(Saved data entries)
···
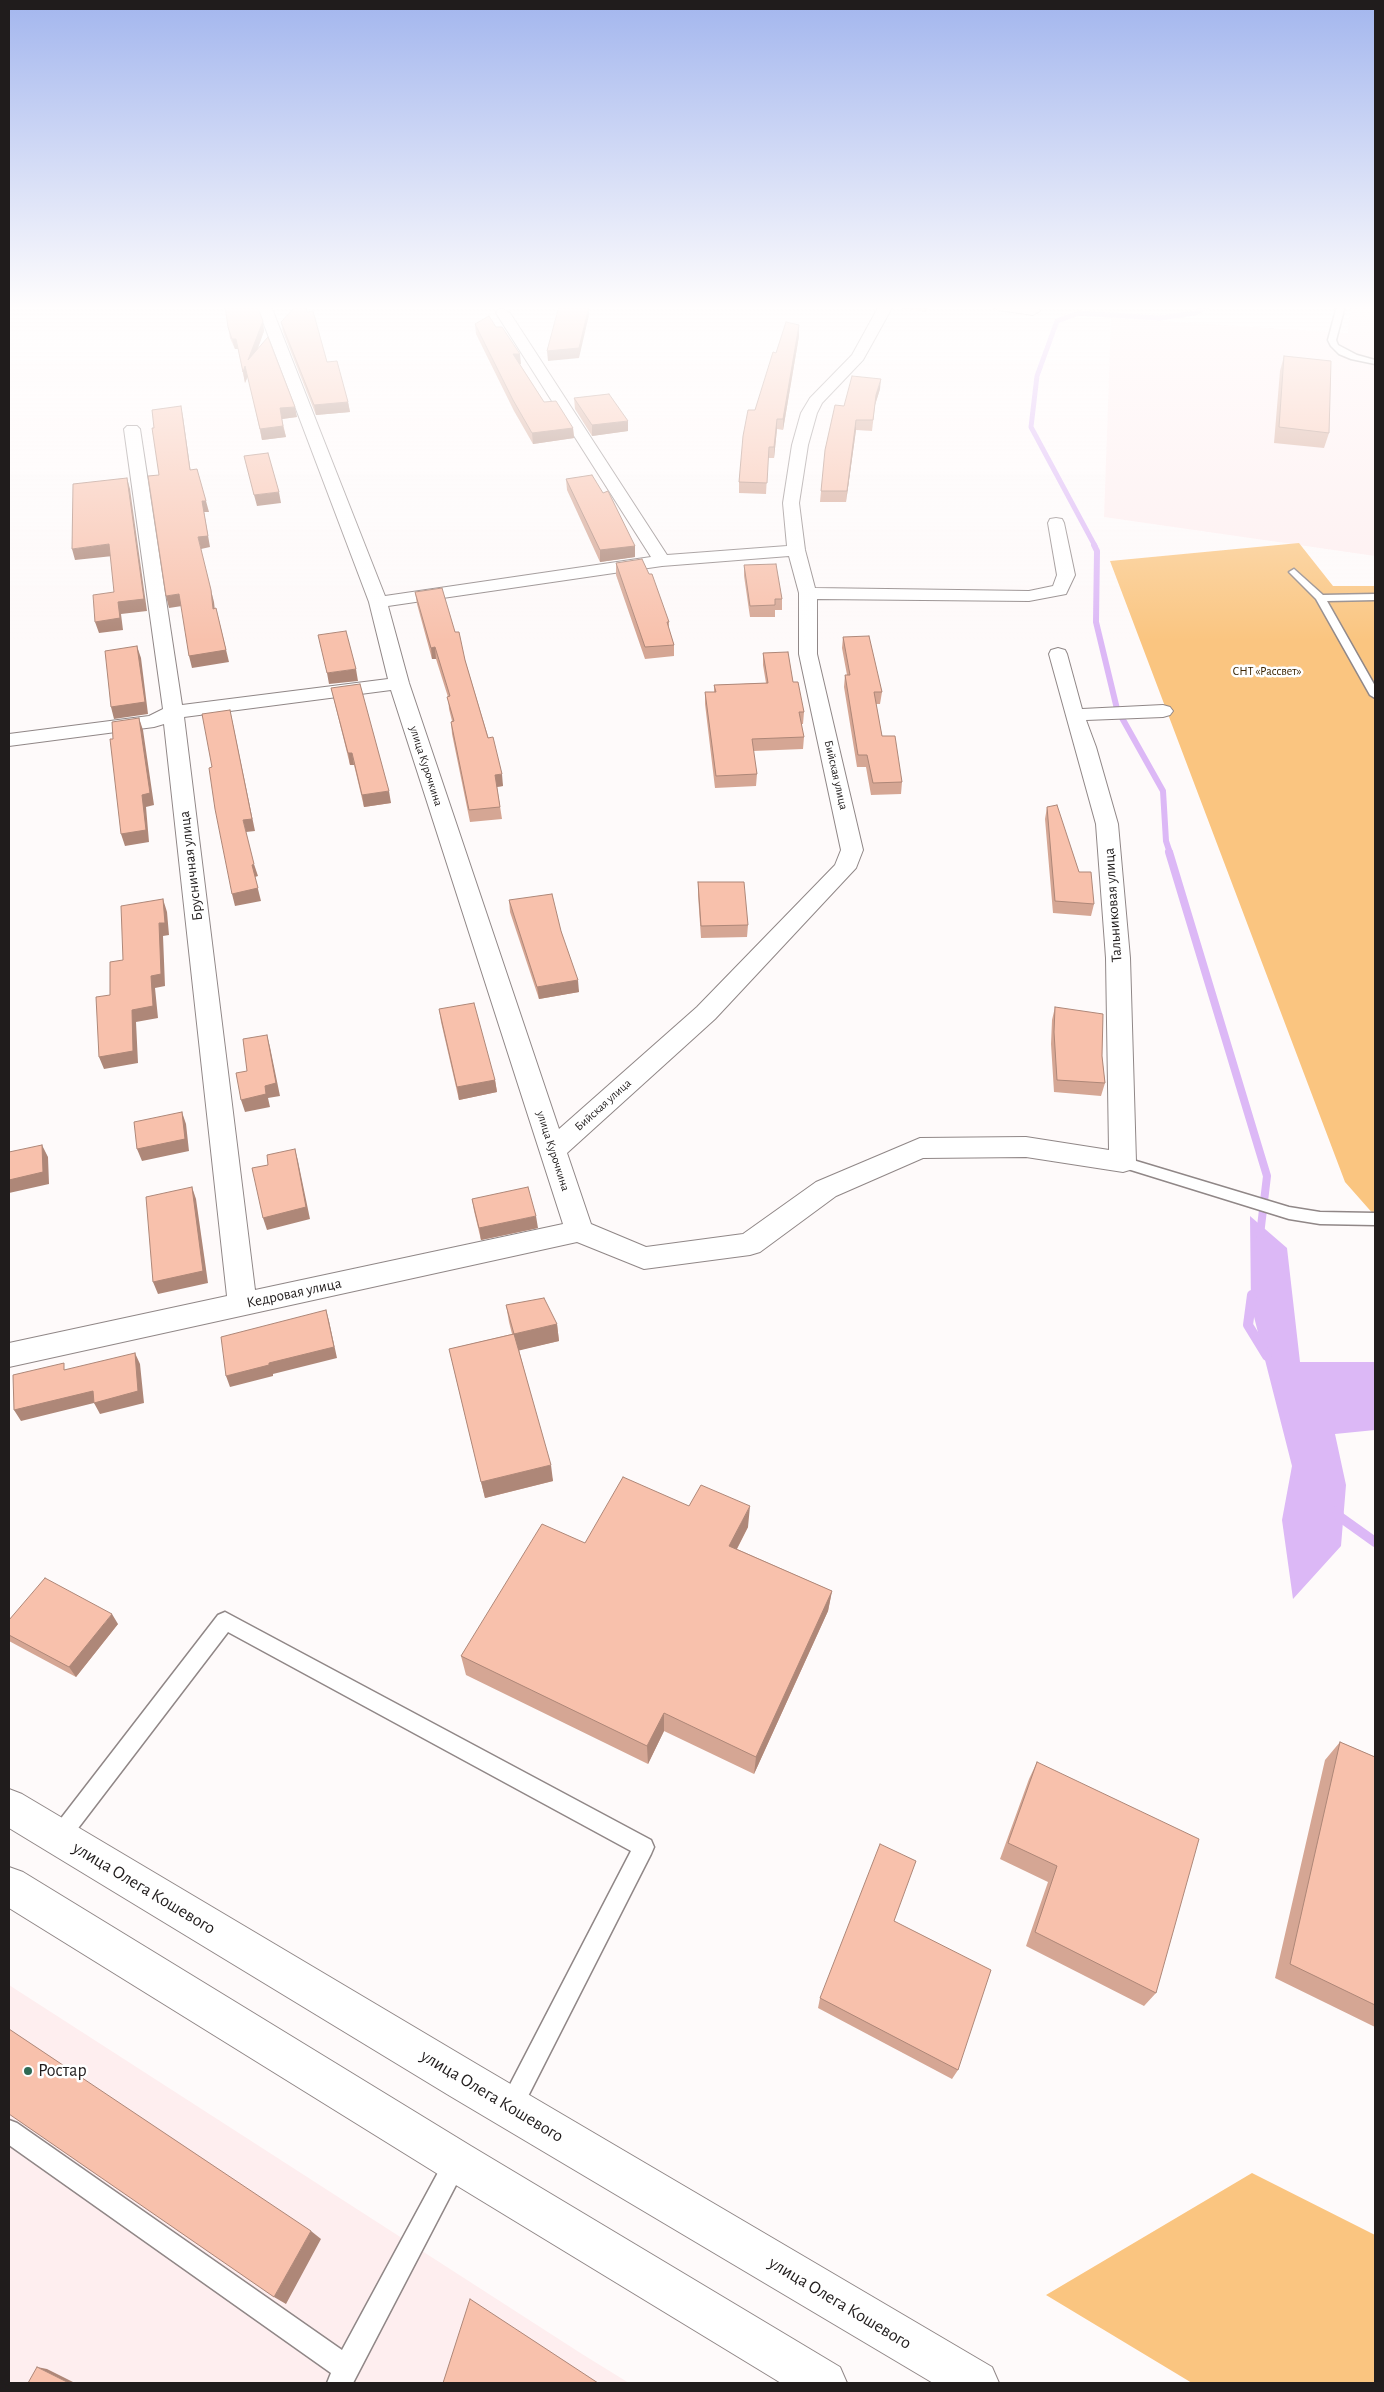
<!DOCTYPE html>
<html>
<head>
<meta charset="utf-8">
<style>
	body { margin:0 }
	#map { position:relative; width:1384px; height:2392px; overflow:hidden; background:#fefafa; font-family:"Alegreya Sans",sans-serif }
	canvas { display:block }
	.frame { position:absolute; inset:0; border:10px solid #201c1c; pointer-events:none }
</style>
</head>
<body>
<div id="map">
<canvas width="1384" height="2392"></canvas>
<div class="frame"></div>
</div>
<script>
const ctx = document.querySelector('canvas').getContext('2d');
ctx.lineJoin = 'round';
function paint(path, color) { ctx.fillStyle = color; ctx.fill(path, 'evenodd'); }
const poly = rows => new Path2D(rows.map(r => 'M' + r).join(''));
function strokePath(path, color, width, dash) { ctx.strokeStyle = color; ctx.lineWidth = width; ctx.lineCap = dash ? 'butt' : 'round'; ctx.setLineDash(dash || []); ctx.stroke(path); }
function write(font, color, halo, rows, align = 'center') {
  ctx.font = font + ' "Alegreya Sans",sans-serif'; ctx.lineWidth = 5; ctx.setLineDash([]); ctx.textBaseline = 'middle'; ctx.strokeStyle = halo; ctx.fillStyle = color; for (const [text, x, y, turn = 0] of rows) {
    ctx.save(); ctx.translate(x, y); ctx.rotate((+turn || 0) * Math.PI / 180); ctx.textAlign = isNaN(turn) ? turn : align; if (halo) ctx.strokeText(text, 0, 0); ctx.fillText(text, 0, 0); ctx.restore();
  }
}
paint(poly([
	[1351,306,1375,306,1375,556,1104,517,1111,318,1348,333],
	[9,1985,582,2354,629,2383,9,2383]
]), '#feeeef');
paint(poly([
	[1299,543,1333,586,1375,586,1375,1216,1345,1182,1110,561],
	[1252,2173,1375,2235,1375,2383,1192,2383,1046,2295]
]), '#fac580');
paint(poly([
	[1250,1216,1287,1248,1300,1362,1375,1362,1375,1430,1335,1434,1346,1485,1341,1546,1293,1599,1282,1520,1292,1466,1251,1305]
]), '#dcb8f6');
strokePath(poly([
	[1095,546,1031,427,1037,376,1057,321,1079,313,1159,318,1195,313,1208,306]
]), '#dcb8f6', 5);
strokePath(poly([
	[1094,545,1097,551,1096,622,1117,709,1163,791,1166,841,1170,853]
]), '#dcb8f6', 6);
strokePath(poly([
	[1169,852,1267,1176,1260,1235]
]), '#dcb8f6', 8);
strokePath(poly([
	[1252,1295,1248,1325,1267,1356],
	[1337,1511,1340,1517,1375,1542]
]), '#dcb8f6', 10);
const lane = poly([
	[1337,306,1345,306,1336,340,1338,345,1357,355,1375,360,1375,364,1351,359,1339,354,1331,346,1328,340,1337,306],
	[1294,569,1323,595,1375,594,1375,600,1327,601,1375,686,1375,698,1370,695,1316,599,1289,572,1294,569],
	[1123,1157,1289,1207,1320,1212,1375,1213,1375,1225,1320,1224,1289,1219,1118,1166,1116,1162,1118,1158,1123,1157],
	[225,1612,651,1840,654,1847,651,1854,519,2114,511,2117,503,2114,500,2106,503,2098,631,1851,228,1632,66,1844,59,1847,52,1844,49,1837,52,1830,218,1615,225,1612],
	[9,2120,17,2123,342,2350,448,2154,456,2150,464,2154,468,2162,353,2383,327,2383,331,2373,9,2145,9,2120]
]);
const street = poly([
	[257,306,271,306,385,596,651,557,496,313,498,310,503,309,510,313,667,555,787,546,783,503,792,445,801,413,810,398,852,355,879,306,893,306,863,360,822,403,817,413,808,445,799,503,805,550,815,588,1029,591,1053,586,1057,575,1048,523,1050,519,1056,518,1062,519,1064,523,1075,575,1066,594,1029,601,817,599,817,654,863,850,856,868,715,1019,567,1153,591,1224,646,1247,743,1234,816,1182,920,1138,1026,1137,1109,1150,1106,958,1096,824,1049,654,1051,650,1058,648,1065,650,1067,654,1082,709,1163,705,1170,707,1173,711,1170,715,1163,717,1086,720,1096,747,1118,824,1130,958,1136,1162,1133,1169,1123,1172,1026,1157,923,1158,836,1196,760,1252,750,1255,644,1269,577,1242,9,1367,9,1343,227,1296,164,724,154,727,9,746,9,734,149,716,163,709,124,429,127,426,137,426,140,429,182,705,388,679,369,602,257,306],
	[789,556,799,593,799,654,841,850,835,865,697,1007,559,1129,409,683,388,606,662,566,789,556],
	[391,690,563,1224,255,1290,184,717,391,690],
	[991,306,1028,306,1038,308,1040,311,1033,315,998,310,991,306]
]);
const primary = poly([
	[9,1789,22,1794,480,2066,992,2367,999,2383,933,2383,450,2096,9,1828,9,1789],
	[9,1867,23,1872,471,2146,840,2367,847,2383,781,2383,441,2176,9,1908,9,1867]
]);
strokePath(lane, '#908787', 3);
strokePath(street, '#908787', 2);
strokePath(primary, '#908787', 2);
paint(lane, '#fff');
paint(street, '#fff');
paint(primary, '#fff');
paint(poly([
	[224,306,257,306,264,331,258,348,297,417,282,419,286,437,262,440,248,376,245,383,238,349,235,349,230,338,225,310],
	[894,306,930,306,925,312,895,307],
	[281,322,327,362,348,402,350,412,316,415,283,332],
	[475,324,521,364,520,364,544,402,573,428,574,438,533,444,514,411,476,334],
	[799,325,799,336,783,430,777,429,774,458,768,458,766,494,739,493,739,482,755,410,776,353],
	[1284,356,1329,433,1324,448,1274,443,1280,371],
	[880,389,875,405,872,431,856,430,846,502,820,502,821,491,844,406],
	[574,398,628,431,592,436,575,409],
	[566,479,635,546,635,557,600,562,567,490],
	[616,563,669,622,669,629,674,645,674,656,645,659,616,575],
	[744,565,782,599,782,610,775,610,775,617,750,617,744,576],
	[415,592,455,632,465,660,503,786,497,787,502,819,470,822,452,734,451,722,452,721,449,709,448,697,436,659,432,659,417,604],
	[843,637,882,692,880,704,876,704,882,736,902,782,901,794,871,795,866,767,857,767,844,687,845,675,847,675,842,648],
	[763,653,793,682,804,712,803,724,801,724,804,737,803,749,753,751,757,774,756,786,715,788,705,704,705,692,714,692,714,685,766,683,763,665],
	[331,688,391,803,364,807,354,765,350,765],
	[1047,807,1094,904,1091,916,1053,913,1045,819],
	[698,882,748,925,747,937,701,938,698,895],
	[509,900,561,931,579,992,539,999,510,912],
	[1055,1007,1102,1056,1105,1083,1101,1096,1054,1092,1051,1044,1052,1020],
	[439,1009,495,1080,497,1092,459,1100,441,1022],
	[472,1199,538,1228,481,1240,474,1211],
	[506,1305,557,1324,559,1341,519,1350,553,1481,485,1498,449,1349,512,1334,509,1322],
	[689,1506,748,1527,737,1549,832,1591,828,1611,754,1774,664,1731,648,1764,466,1675,461,1656,585,1543],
	[9,1620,118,1624,76,1677,9,1641],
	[1340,1742,1375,1757,1375,2027,1275,1978,1325,1760],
	[1037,1762,1156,1993,1144,2006,1026,1946,1048,1882,1000,1859,1029,1779],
	[894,1921,958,2070,952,2079,818,2008,820,1998]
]), '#d5a694');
paint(poly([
	[589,306,589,315,579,358,548,361,547,351],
	[925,306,930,306,925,312],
	[263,321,264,331,250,370,248,360],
	[799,325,799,336,783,430,783,419],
	[232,339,236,339,238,349,235,349],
	[513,354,520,354,521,364,514,365],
	[245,366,248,376,245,383,243,372],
	[881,379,880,389,875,405,872,431,876,395],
	[348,402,350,412,316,415,314,405],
	[181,406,183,417,192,481,190,470],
	[295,407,297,417,282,419,280,408],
	[777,419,777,429,774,458,774,447],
	[856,420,856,430,846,502,847,491],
	[628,421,628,431,592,436,592,425],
	[283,426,286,437,262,440,260,429],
	[573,428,574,438,533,444,532,433],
	[127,478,130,489,147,611,121,614,123,630,99,633,95,622,118,602],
	[279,492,281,503,257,506,254,495],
	[202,501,206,501,209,512,204,512,210,547,201,549,198,537],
	[109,544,113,556,75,560,72,549],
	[635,546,635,557,600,562,600,550],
	[211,590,214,602,216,620,213,609],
	[179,594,182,606,169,608,166,596],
	[216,608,229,662,192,668,189,656],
	[137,646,141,658,148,714,114,719,111,707],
	[435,647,436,659,432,659,431,648],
	[356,669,358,681,329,684,327,673],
	[230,710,255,831,246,832,243,820],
	[139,718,143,730,154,805,146,807,149,842,125,846,121,834,142,795],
	[348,753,352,753,354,765,350,765],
	[502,774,503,786,496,787,495,775],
	[389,791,391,803,364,807,362,795],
	[254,864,258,876,255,877,261,901,235,906,232,894,252,865],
	[163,899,167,912,169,935,163,936,165,986,155,988,158,1018,136,1022,138,1063,104,1069,99,1057,132,1010,151,976],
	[578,980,579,992,539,999,537,987],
	[267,1035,270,1047,280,1096,268,1098,270,1107,245,1112,241,1100,265,1086],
	[495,1080,497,1092,459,1100,457,1087],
	[182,1112,186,1124,189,1151,142,1161,137,1149],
	[42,1145,48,1157,49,1184,9,1193,9,1180],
	[295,1149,298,1161,310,1219,267,1230,263,1218],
	[192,1187,196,1199,208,1283,158,1294,153,1282],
	[536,1216,538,1228,481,1240,479,1228],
	[326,1310,329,1321,337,1358,273,1374,273,1376,230,1387,226,1376,269,1363],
	[557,1324,559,1341,517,1351,514,1334],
	[135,1353,140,1364,144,1403,100,1414,94,1403,21,1421,14,1410],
	[551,1465,553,1481,485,1498,481,1482],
	[750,1506,748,1527,728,1566,729,1546],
	[832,1591,828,1611,754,1774,756,1757],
	[112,1614,118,1624,76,1677,69,1667],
	[664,1713,664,1731,648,1764,647,1746],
	[311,2231,321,2239,286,2304,274,2297],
	[37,2367,47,2369,75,2383,69,2383]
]), '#ae8778');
const building = poly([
	[225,306,257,306,263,321,248,360,268,337,295,407,280,408,283,426,260,429,245,366,243,372,236,339,232,339,228,327,225,306],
	[296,306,305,306,307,312,313,311,327,362,337,361,348,402,314,405,281,322,296,306],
	[559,306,589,306,579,348,547,351,559,306],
	[489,316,496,327,502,327,520,354,513,354,544,402,556,401,573,428,532,433,513,400,475,324,489,316],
	[786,322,799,325,783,419,777,419,774,447,769,447,767,483,739,482,743,436,748,410,755,410,773,352,776,353,786,322],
	[1284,356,1331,361,1329,433,1279,427,1284,356],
	[852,376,881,379,876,395,873,420,856,420,847,491,821,491,825,450,835,405,844,406,852,376],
	[609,394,628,421,592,425,574,398,609,394],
	[181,406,190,470,197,469,206,501,202,501,208,536,198,537,211,590,213,609,216,608,226,650,189,656,179,594,166,596,148,476,159,475,152,428,154,428,152,410,181,406],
	[268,453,279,492,254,495,244,456,268,453],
	[592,475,603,493,608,491,635,546,600,550,566,479,592,475],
	[127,478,144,599,118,602,120,618,95,622,93,595,114,592,109,544,72,549,73,484,127,478],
	[642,559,649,574,652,574,669,622,667,622,674,645,645,647,616,563,642,559],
	[776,564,782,599,775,599,775,605,750,606,744,565,776,564],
	[442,588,455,632,459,632,465,660,488,738,493,737,502,774,495,775,500,807,469,810,451,722,454,721,447,697,450,696,435,647,431,648,415,592,442,588],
	[346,631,356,669,327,673,318,635,346,631],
	[869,636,882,692,874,692,882,736,895,736,902,782,873,783,867,755,858,755,845,675,850,675,843,637,869,636],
	[137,646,145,702,111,707,105,651,137,646],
	[788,652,793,682,798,682,804,712,799,712,804,737,752,739,757,774,716,776,705,692,716,692,714,685,768,683,763,653,788,652],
	[360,684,389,791,362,795,352,753,348,753,331,688,360,684],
	[230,710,252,819,243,820,254,864,252,865,258,888,232,894,215,809,209,768,212,767,202,714,230,710],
	[139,718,150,793,142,795,146,830,121,834,110,739,113,739,112,722,139,718],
	[1057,805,1079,872,1091,872,1094,904,1055,901,1047,807,1057,805],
	[698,882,744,882,748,925,701,926,698,882],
	[552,894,561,931,578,980,537,987,509,900,552,894],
	[163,899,165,923,159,923,161,974,151,976,153,1006,132,1010,133,1051,99,1057,96,997,110,995,110,962,123,960,121,906,163,899],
	[474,1003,495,1080,457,1087,439,1009,474,1003],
	[1055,1007,1103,1014,1102,1056,1105,1083,1057,1080,1054,1032,1055,1007],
	[267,1035,276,1083,265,1086,266,1094,241,1100,236,1073,247,1071,243,1039,267,1035],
	[182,1112,185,1139,137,1149,134,1122,182,1112],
	[42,1145,43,1172,9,1180,9,1152,42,1145],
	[295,1149,306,1207,263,1218,252,1168,268,1165,267,1155,295,1149],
	[192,1187,203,1271,153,1282,146,1197,192,1187],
	[528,1187,536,1216,479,1228,472,1199,528,1187],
	[544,1298,557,1324,514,1334,506,1305,544,1298],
	[326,1310,334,1347,269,1363,269,1365,226,1376,221,1337,326,1310],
	[514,1334,551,1465,481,1482,449,1349,514,1334],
	[135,1353,138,1391,94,1403,93,1391,14,1410,13,1375,64,1363,64,1370,135,1353],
	[623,1477,689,1506,701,1485,750,1506,729,1546,832,1591,756,1757,664,1713,647,1746,461,1656,542,1524,585,1543,623,1477],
	[45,1578,112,1614,69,1667,9,1635,9,1620,45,1578],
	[1340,1742,1375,1757,1375,2005,1290,1964,1340,1742],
	[1037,1762,1199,1839,1156,1993,1035,1932,1057,1866,1008,1843,1037,1762],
	[880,1844,916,1861,894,1921,991,1970,958,2070,820,1998,880,1844],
	[9,2029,311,2231,274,2297,9,2114,9,2029],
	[470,2299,598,2383,443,2383,470,2299],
	[37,2367,69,2383,28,2383,37,2367]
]);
paint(building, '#f8c1ac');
strokePath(building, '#ae8778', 1);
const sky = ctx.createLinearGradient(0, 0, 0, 641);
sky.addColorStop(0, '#a3b6ee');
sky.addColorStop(0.48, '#fffdfd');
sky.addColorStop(1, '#fffdfd00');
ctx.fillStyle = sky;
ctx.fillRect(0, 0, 1384, 641);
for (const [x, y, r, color] of [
	[28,2071,5,"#306a54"]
]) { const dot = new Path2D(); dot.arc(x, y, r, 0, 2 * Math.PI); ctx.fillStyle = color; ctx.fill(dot); strokePath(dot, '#fff', 2); }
write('12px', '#3b2502', '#fff', [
	["СНТ «Рассвет»",1267,671]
]);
write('12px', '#201c1c', '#fff', [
	["улица Курочкина",426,766,72],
	["Бийская улица",836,775,77],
	["Бийская улица",603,1105,-42],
	["улица Курочкина",553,1151,72]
]);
write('15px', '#201c1c', '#fff', [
	["Брусничная улица",191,866,-97],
	["Тальниковая улица",1113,905,-94],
	["Кедровая улица",294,1293,-12]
]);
write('18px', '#201c1c', '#fff', [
	["улица Олега Кошевого",144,1888,31],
	["улица Олега Кошевого",492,2096,31],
	["улица Олега Кошевого",840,2303,31]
]);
write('18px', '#201c1c', '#fff', [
	["Ростар",38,2071]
], 'left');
</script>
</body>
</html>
···
§ WORK INSTRUCTION
Go over the data and return every line that includes the word "rows".

§ FINISHED TASK
const poly = rows => new Path2D(rows.map(r => 'M' + r).join(''));
function write(font, color, halo, rows, align = 'center') {
  ctx.font = font + ' "Alegreya Sans",sans-serif'; ctx.lineWidth = 5; ctx.setLineDash([]); ctx.textBaseline = 'middle'; ctx.strokeStyle = halo; ctx.fillStyle = color; for (const [text, x, y, turn = 0] of rows) {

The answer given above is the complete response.